- Relator(a)
- Ministro Sebastião Reis Júnior
- Órgão julgador
- Sexta Turma
- Data do julgamento
- 05/11/2019
- Data de publicação
- 19/11/2019
STJ – Acórdão, Rel. Ministro Sebastião Reis Júnior, Sexta Turma, j. 05/11/2019, p. 19/11/2019
HABEAS CORPUS. TRÁFICO DE DROGAS. PRISÃO PREVENTIVA. FUNDAMENTAÇÃO. PACIENTE TECNICAMENTE PRIMÁRIO E QUANTIDADE DE DROGA QUE NÃO PODE SER CONSIDERADA EXPRESSIVA (7 PORÇÕES DE MACONHA PRENSADA E 3 BUCHAS DE HAXIXE).

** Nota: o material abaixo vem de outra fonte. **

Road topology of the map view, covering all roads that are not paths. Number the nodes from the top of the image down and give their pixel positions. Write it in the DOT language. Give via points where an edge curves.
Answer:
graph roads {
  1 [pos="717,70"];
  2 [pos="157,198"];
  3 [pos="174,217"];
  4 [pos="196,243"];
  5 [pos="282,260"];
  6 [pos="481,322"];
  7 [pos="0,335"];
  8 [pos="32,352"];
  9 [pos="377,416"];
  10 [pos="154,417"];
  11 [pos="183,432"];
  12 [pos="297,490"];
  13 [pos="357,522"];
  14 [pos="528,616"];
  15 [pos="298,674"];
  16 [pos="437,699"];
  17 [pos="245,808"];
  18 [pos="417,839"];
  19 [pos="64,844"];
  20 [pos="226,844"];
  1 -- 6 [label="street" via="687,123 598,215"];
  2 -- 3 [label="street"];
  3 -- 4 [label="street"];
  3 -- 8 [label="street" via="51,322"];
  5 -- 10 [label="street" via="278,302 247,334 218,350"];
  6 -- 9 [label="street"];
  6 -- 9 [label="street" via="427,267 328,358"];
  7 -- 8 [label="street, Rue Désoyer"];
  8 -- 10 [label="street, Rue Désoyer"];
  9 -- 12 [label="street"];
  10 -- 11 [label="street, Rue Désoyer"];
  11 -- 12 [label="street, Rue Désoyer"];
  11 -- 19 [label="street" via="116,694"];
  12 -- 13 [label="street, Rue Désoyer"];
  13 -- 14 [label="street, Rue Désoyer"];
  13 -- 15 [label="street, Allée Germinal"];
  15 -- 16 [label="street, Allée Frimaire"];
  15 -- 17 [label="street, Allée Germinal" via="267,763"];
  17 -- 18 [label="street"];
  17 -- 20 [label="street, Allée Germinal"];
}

EVIDENCIADAS AS PECULIARIDADES DO CASO CONCRETO, CABÍVEL A SUBSTITUIÇÃO DA PRISÃO POR MEDIDAS CAUTELARES DO ART. 319, CPP. EXCEPCIONALIDADE. CONSTRANGIMENTO ILEGAL EVIDENCIADO. 1. No caso, não obstante as relevantes considerações realizadas pela Corte estadual a respeito da prisão do acusado, é de se ressaltar que o Juízo singular, mais próximo aos fatos, entendeu que não mais subsistiam os motivos que ensejaram a prisão cautelar, destacando que o paciente é tecnicamente primário e a pequena quantidade de droga encontrada em seu poder (7 porções de maconha prensada e 3 buchas de haxixe). 2. Importante salientar que, com o advento da Lei n. 12.403/2011, a prisão cautelar passou a ser a mais excepcional das medidas, e deve ser aplicada somente quando comprovada a inequívoca necessidade, verificando-se sempre se existem medidas alternativas à prisão, adequadas ao caso concreto. Precedente. 3. Ordem concedida para assegurar ao paciente o direito de aguardar em liberdade o julgamento da ação penal, mediante o comparecimento a todos os atos processuais, e o cumprimento das medidas alternativas à prisão previstas no art. 319, I e IV, do Código de Processo Penal, salvo prisão por outro motivo e sem prejuízo da aplicação, ou não, de outras medidas alternativas à prisão, fundamentadamente. (HC n. 500.121/MG, relator Ministro Sebastião Reis Júnior, Sexta Turma, julgado em 5/11/2019, DJe de 19/11/2019.)